◆ **WHAT YOU SHOULD DO**: Leaving every picture out, please return exactly the lines from the top of the material below through the line with "static void ink(unsigned", both included.
DATASET section start
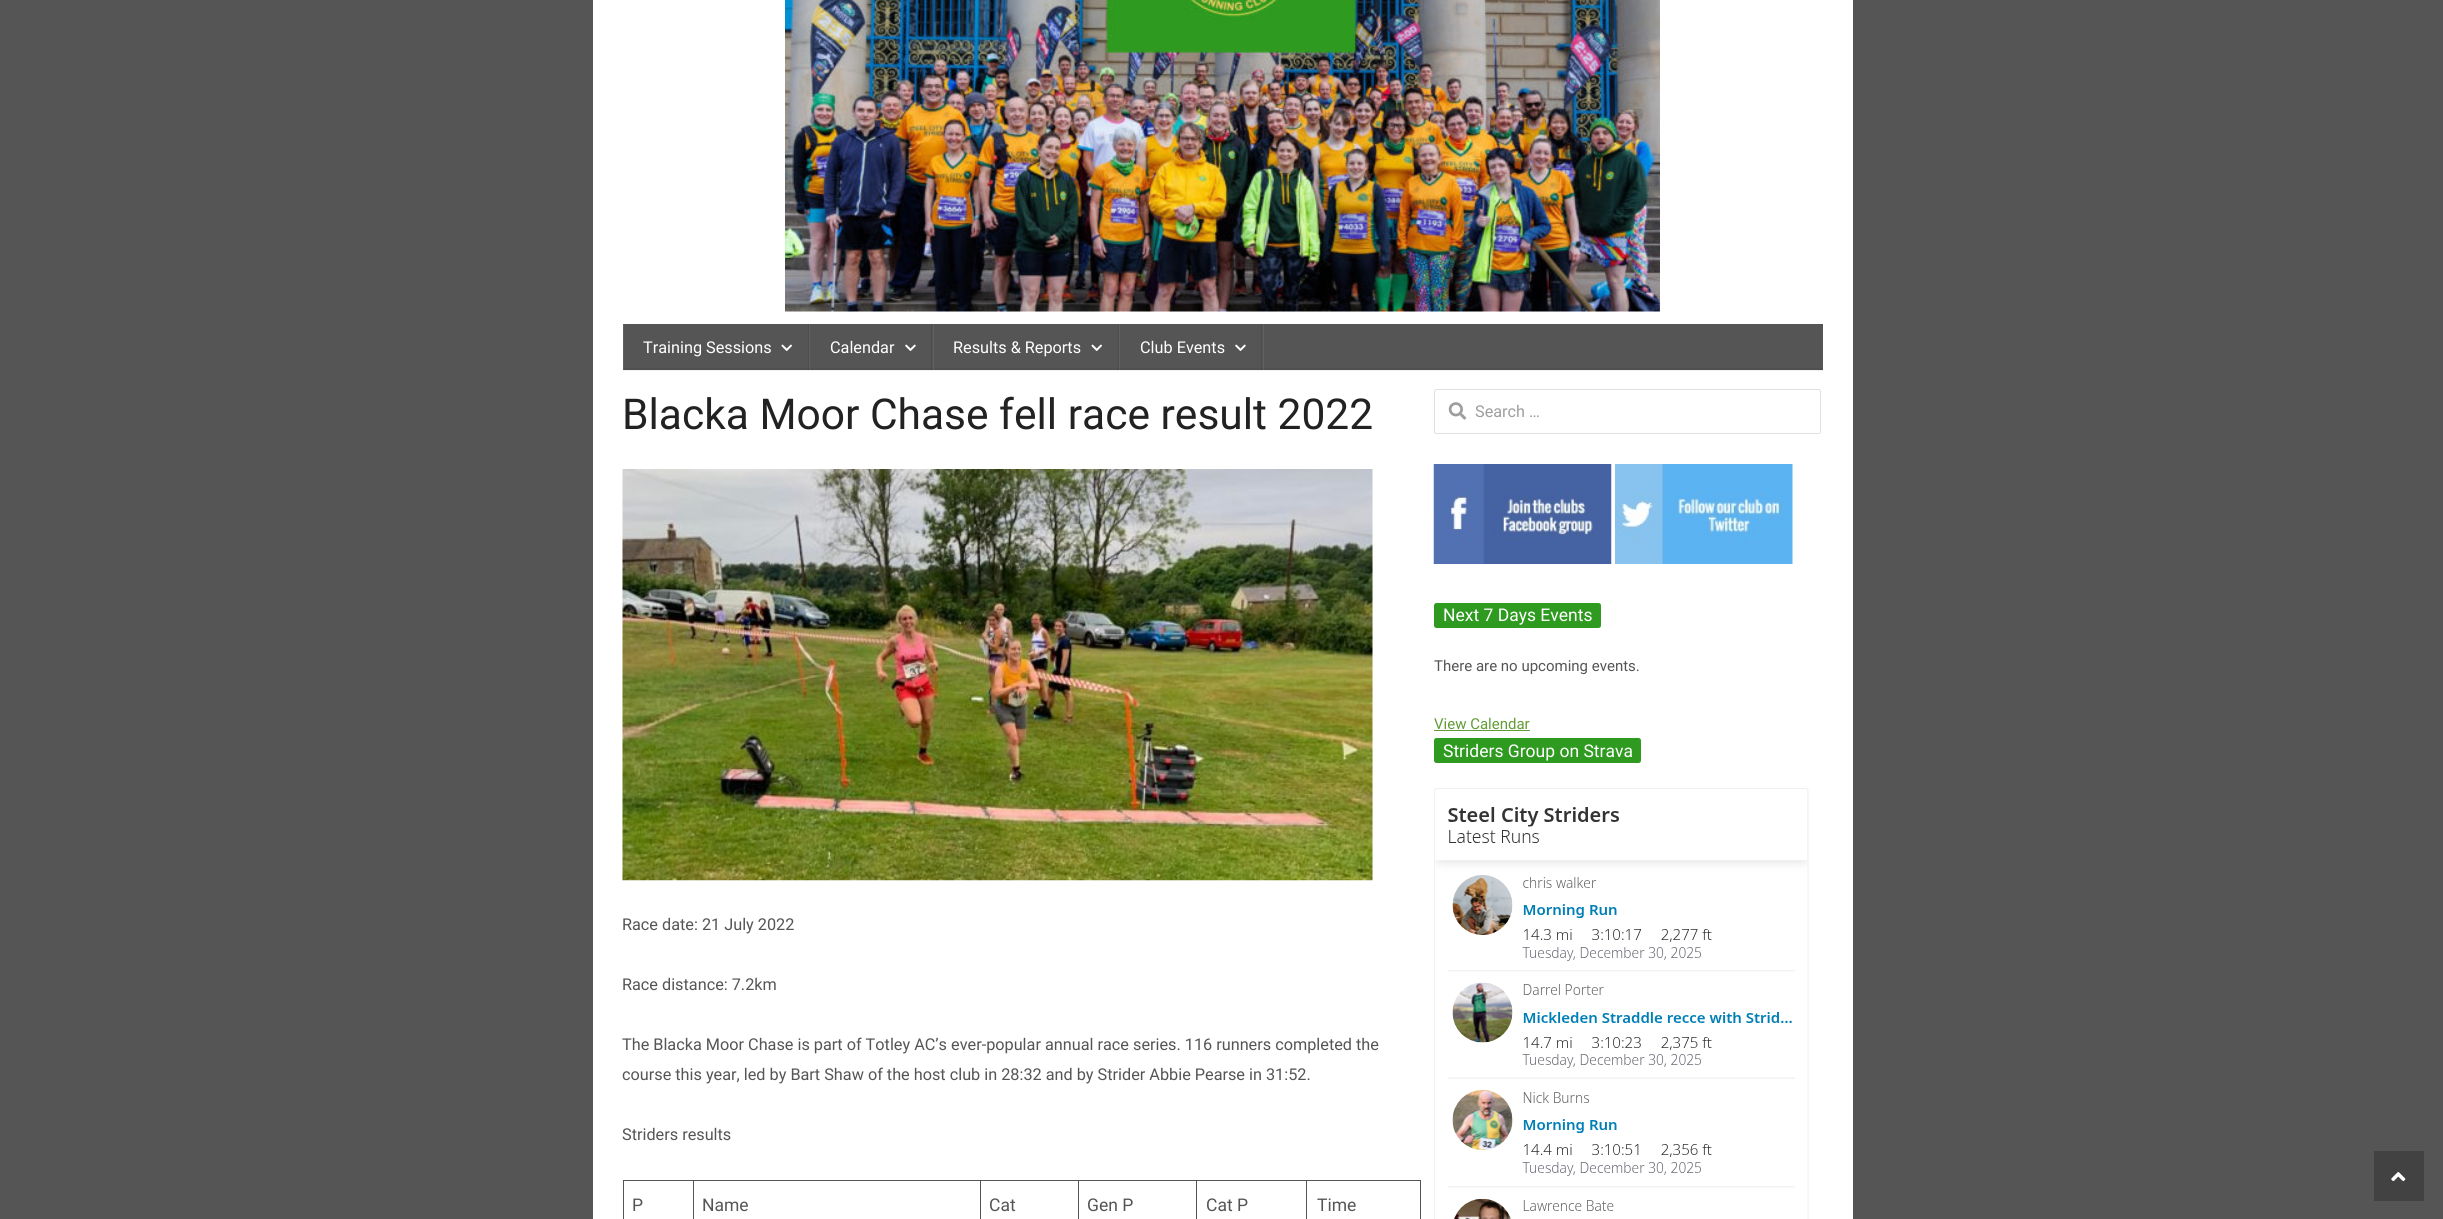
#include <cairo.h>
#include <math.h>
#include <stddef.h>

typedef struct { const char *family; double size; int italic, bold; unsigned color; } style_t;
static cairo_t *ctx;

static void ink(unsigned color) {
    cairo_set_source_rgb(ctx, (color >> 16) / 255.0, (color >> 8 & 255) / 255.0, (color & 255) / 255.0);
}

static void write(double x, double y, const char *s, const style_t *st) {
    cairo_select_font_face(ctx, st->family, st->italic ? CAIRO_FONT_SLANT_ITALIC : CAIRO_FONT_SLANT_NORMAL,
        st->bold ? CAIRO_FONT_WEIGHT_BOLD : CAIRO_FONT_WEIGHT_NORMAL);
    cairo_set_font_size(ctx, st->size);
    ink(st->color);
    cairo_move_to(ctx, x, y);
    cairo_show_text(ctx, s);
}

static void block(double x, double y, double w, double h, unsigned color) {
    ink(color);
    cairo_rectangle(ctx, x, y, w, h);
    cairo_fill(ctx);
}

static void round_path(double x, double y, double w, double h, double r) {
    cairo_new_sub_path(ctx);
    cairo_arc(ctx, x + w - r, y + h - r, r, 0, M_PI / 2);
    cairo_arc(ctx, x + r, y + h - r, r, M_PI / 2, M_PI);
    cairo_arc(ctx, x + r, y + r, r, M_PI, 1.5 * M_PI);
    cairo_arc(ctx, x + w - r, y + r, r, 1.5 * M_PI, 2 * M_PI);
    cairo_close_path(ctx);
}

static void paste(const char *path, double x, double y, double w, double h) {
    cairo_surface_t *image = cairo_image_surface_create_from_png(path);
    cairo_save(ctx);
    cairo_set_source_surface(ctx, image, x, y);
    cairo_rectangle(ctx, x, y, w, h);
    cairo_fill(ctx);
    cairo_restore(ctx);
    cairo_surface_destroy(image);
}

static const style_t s1 = {"Roboto", 16.25, 0, 0, 0xffffff};
static const style_t s2 = {"Roboto", 42.5, 0, 0, 0x222222};
static const style_t s3 = {"Roboto", 16.25, 0, 0, 0x555555};
static const style_t s4 = {"Roboto", 17.5, 0, 0, 0x555555};
static const style_t s5 = {"Roboto", 16.25, 0, 0, 0x9e9e9e};
static const style_t s6 = {"Roboto", 17.5, 0, 0, 0xffffff};
static const style_t s7 = {"Roboto", 15, 0, 0, 0x555555};
static const style_t s8 = {"Roboto", 15, 0, 0, 0x619c36};

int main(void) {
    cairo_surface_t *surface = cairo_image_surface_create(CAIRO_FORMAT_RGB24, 2443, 1219);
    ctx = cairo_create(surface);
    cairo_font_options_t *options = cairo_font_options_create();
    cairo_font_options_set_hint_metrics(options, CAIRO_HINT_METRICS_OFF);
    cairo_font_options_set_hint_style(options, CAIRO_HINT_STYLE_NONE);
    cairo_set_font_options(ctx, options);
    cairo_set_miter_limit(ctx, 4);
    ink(0x555555);
    cairo_paint(ctx);
    block(593, 0, 1260, 1219, 0xffffff);
    block(623, 370, 1200, 1, 0xf0f0f0);
    paste("pic1.png", 785, 0, 875, 312);
    block(624, 324, 1199, 44, 0x555555);
    block(1119, 324, 1, 46, 0x616161);
    block(1261, 324, 1, 46, 0x4d4d4d);
    block(1263, 324, 1, 46, 0x616161);
    block(933, 324, 1, 46, 0x616161);
    block(1118, 324, 1, 46, 0x4d4d4d);
    block(809, 324, 1, 46, 0x616161);
    block(931, 324, 1, 46, 0x4d4d4d);
    block(623, 324, 1, 46, 0x616161);
    block(808, 324, 1, 46, 0x4d4d4d);
    block(623, 368, 1200, 2, 0x505050);
    block(1119, 368, 1, 2, 0x5c5c5c);
    block(1261, 368, 1, 2, 0x484848);
    block(1263, 368, 1, 2, 0x5c5c5c);
    block(933, 368, 1, 2, 0x5c5c5c);
    block(1118, 368, 1, 2, 0x484848);
    block(809, 368, 1, 2, 0x5c5c5c);
    block(931, 368, 1, 2, 0x484848);
    block(623, 368, 1, 2, 0x5c5c5c);
    block(808, 368, 1, 2, 0x484848);
    write(643, 353, "Training Sessions", &s1);
    paste("pic2.png", 781, 344, 11, 7);
    write(830, 353, "Calendar", &s1);
    paste("pic3.png", 905, 344, 11, 7);
    write(953, 353, "Results & Reports", &s1);
    paste("pic2.png", 1091, 344, 11, 7);
    write(1140, 353, "Club Events", &s1);
    paste("pic3.png", 1235, 344, 11, 7);
    write(622, 429, "Blacka Moor Chase fell race result 2022", &s2);
    paste("pic4.png", 622, 469, 751, 412);
    write(622, 930, "Race date: 21 July 2022", &s3);
    write(622, 990, "Race distance: 7.2km", &s3);
    write(622, 1050, "The Blacka Moor Chase is part of Totley AC’s ever-popular annual race series. 116 runners completed the", &s3);
    write(622, 1080, "course this year, led by Bart Shaw of the host club in 28:32 and by Strider Abbie Pearse in 31:52.", &s3);
    write(622, 1140, "Striders results", &s3);
    block(1306, 1180, 115, 1, 0x555555);
    block(1306, 1180, 1, 39, 0x555555);
    block(1196, 1180, 112, 1, 0x555555);
    block(1196, 1180, 1, 39, 0x555555);
    block(1078, 1180, 120, 1, 0x555555);
    block(1078, 1180, 1, 39, 0x555555);
    block(980, 1180, 99, 1, 0x555555);
    block(980, 1180, 1, 39, 0x555555);
    block(693, 1180, 288, 1, 0x555555);
    block(693, 1180, 1, 39, 0x555555);
    block(623, 1180, 71, 1, 0x555555);
    block(623, 1180, 1, 39, 0x555555);
    write(632, 1211, "P", &s4);
    write(702, 1211, "Name", &s4);
    write(989, 1211, "Cat", &s4);
    write(1087, 1211, "Gen P", &s4);
    write(1206, 1211, "Cat P", &s4);
    block(1420, 1180, 1, 39, 0x555555);
    write(1317, 1211, "Time", &s4);
    round_path(1434.5, 389.5, 386, 44, 2);
    ink(0xe0e0e0);
    cairo_set_line_width(ctx, 1);
    cairo_stroke(ctx);
    paste("pic5.png", 1448, 402, 19, 18);
    write(1475, 417, "Search …", &s5);
    paste("pic6.png", 1433, 464, 179, 100);
    paste("pic7.png", 1615, 464, 178, 100);
    ink(0x2e9a1f);
    round_path(1434, 603, 167, 25, 2.5);
    cairo_fill(ctx);
    write(1443, 621, "Next 7 Days Events", &s6);
    write(1434, 671, "There are no upcoming events.", &s7);
    write(1434, 729, "View Calendar", &s8);
    block(1434, 730, 96, 1, 0x619c36);
    ink(0x2e9a1f);
    round_path(1434, 738, 207, 25, 2.5);
    cairo_fill(ctx);
    write(1443, 757, "Striders Group on Strava", &s6);
    paste("pic8.png", 1434, 788, 375, 431);
    block(2374, 1151, 50, 50, 0x424242);
    paste("pic9.png", 2391, 1172, 15, 10);
    cairo_surface_write_to_png(surface, "screenshot.png");
    cairo_font_options_destroy(options);
    cairo_destroy(ctx);
    cairo_surface_destroy(surface);
    return 0;
}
DATASET section end
◆ **EXERCISE ANSWER**:
#include <cairo.h>
#include <math.h>
#include <stddef.h>

typedef struct { const char *family; double size; int italic, bold; unsigned color; } style_t;
static cairo_t *ctx;

static void ink(unsigned color) {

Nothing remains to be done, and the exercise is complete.